:: MATERIALS PROVIDED ::

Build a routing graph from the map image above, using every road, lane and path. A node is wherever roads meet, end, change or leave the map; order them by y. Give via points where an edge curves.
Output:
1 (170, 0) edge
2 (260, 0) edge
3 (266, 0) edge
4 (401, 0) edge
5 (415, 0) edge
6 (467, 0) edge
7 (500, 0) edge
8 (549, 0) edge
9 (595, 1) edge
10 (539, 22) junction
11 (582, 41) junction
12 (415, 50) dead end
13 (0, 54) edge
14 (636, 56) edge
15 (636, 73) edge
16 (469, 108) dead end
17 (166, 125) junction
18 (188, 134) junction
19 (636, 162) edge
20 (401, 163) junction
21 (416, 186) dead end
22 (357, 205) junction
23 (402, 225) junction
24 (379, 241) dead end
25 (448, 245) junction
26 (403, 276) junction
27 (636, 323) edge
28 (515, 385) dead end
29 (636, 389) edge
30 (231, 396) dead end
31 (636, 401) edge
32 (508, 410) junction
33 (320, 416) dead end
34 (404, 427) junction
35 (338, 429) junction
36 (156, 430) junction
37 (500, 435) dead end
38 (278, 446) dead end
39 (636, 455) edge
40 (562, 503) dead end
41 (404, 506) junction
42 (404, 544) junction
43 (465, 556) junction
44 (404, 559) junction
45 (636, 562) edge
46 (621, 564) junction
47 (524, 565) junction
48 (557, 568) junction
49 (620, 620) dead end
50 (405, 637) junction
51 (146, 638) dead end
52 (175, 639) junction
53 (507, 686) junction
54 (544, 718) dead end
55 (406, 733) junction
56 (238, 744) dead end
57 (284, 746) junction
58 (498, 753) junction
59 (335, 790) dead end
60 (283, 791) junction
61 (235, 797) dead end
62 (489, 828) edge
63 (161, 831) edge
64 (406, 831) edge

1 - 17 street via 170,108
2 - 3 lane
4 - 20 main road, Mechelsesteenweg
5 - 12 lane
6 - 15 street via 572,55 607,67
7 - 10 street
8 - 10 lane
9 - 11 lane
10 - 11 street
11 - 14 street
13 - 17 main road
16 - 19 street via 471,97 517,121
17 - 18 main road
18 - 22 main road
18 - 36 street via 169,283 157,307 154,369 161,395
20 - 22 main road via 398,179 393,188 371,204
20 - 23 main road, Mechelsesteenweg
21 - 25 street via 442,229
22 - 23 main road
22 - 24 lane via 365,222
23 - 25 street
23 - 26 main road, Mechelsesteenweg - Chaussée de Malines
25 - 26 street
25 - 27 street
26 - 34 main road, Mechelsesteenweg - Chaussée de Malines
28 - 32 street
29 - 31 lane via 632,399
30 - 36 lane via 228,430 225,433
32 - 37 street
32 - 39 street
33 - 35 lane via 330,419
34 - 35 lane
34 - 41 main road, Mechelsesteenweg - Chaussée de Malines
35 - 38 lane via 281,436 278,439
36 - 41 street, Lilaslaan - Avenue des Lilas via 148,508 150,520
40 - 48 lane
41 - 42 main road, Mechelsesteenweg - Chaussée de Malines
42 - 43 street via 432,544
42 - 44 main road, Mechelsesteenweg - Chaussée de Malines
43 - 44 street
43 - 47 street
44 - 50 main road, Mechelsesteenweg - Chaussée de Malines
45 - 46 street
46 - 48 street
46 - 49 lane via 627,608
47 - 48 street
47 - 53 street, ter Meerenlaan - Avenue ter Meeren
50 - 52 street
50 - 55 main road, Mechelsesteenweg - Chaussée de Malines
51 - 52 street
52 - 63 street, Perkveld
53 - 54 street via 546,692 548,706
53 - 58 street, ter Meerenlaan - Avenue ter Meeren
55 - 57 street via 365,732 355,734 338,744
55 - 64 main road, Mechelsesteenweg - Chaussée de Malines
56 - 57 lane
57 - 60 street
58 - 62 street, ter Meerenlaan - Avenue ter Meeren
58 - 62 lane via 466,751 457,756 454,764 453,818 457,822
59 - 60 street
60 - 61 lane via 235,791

:: TASK OBJECTIVE ::
Output all entries again exactly; no line may be altered.

:: OUTPUT OF THE TASK ::
Build a routing graph from the map image above, using every road, lane and path. A node is wherever roads meet, end, change or leave the map; order them by y. Give via points where an edge curves.
Output:
1 (170, 0) edge
2 (260, 0) edge
3 (266, 0) edge
4 (401, 0) edge
5 (415, 0) edge
6 (467, 0) edge
7 (500, 0) edge
8 (549, 0) edge
9 (595, 1) edge
10 (539, 22) junction
11 (582, 41) junction
12 (415, 50) dead end
13 (0, 54) edge
14 (636, 56) edge
15 (636, 73) edge
16 (469, 108) dead end
17 (166, 125) junction
18 (188, 134) junction
19 (636, 162) edge
20 (401, 163) junction
21 (416, 186) dead end
22 (357, 205) junction
23 (402, 225) junction
24 (379, 241) dead end
25 (448, 245) junction
26 (403, 276) junction
27 (636, 323) edge
28 (515, 385) dead end
29 (636, 389) edge
30 (231, 396) dead end
31 (636, 401) edge
32 (508, 410) junction
33 (320, 416) dead end
34 (404, 427) junction
35 (338, 429) junction
36 (156, 430) junction
37 (500, 435) dead end
38 (278, 446) dead end
39 (636, 455) edge
40 (562, 503) dead end
41 (404, 506) junction
42 (404, 544) junction
43 (465, 556) junction
44 (404, 559) junction
45 (636, 562) edge
46 (621, 564) junction
47 (524, 565) junction
48 (557, 568) junction
49 (620, 620) dead end
50 (405, 637) junction
51 (146, 638) dead end
52 (175, 639) junction
53 (507, 686) junction
54 (544, 718) dead end
55 (406, 733) junction
56 (238, 744) dead end
57 (284, 746) junction
58 (498, 753) junction
59 (335, 790) dead end
60 (283, 791) junction
61 (235, 797) dead end
62 (489, 828) edge
63 (161, 831) edge
64 (406, 831) edge

1 - 17 street via 170,108
2 - 3 lane
4 - 20 main road, Mechelsesteenweg
5 - 12 lane
6 - 15 street via 572,55 607,67
7 - 10 street
8 - 10 lane
9 - 11 lane
10 - 11 street
11 - 14 street
13 - 17 main road
16 - 19 street via 471,97 517,121
17 - 18 main road
18 - 22 main road
18 - 36 street via 169,283 157,307 154,369 161,395
20 - 22 main road via 398,179 393,188 371,204
20 - 23 main road, Mechelsesteenweg
21 - 25 street via 442,229
22 - 23 main road
22 - 24 lane via 365,222
23 - 25 street
23 - 26 main road, Mechelsesteenweg - Chaussée de Malines
25 - 26 street
25 - 27 street
26 - 34 main road, Mechelsesteenweg - Chaussée de Malines
28 - 32 street
29 - 31 lane via 632,399
30 - 36 lane via 228,430 225,433
32 - 37 street
32 - 39 street
33 - 35 lane via 330,419
34 - 35 lane
34 - 41 main road, Mechelsesteenweg - Chaussée de Malines
35 - 38 lane via 281,436 278,439
36 - 41 street, Lilaslaan - Avenue des Lilas via 148,508 150,520
40 - 48 lane
41 - 42 main road, Mechelsesteenweg - Chaussée de Malines
42 - 43 street via 432,544
42 - 44 main road, Mechelsesteenweg - Chaussée de Malines
43 - 44 street
43 - 47 street
44 - 50 main road, Mechelsesteenweg - Chaussée de Malines
45 - 46 street
46 - 48 street
46 - 49 lane via 627,608
47 - 48 street
47 - 53 street, ter Meerenlaan - Avenue ter Meeren
50 - 52 street
50 - 55 main road, Mechelsesteenweg - Chaussée de Malines
51 - 52 street
52 - 63 street, Perkveld
53 - 54 street via 546,692 548,706
53 - 58 street, ter Meerenlaan - Avenue ter Meeren
55 - 57 street via 365,732 355,734 338,744
55 - 64 main road, Mechelsesteenweg - Chaussée de Malines
56 - 57 lane
57 - 60 street
58 - 62 street, ter Meerenlaan - Avenue ter Meeren
58 - 62 lane via 466,751 457,756 454,764 453,818 457,822
59 - 60 street
60 - 61 lane via 235,791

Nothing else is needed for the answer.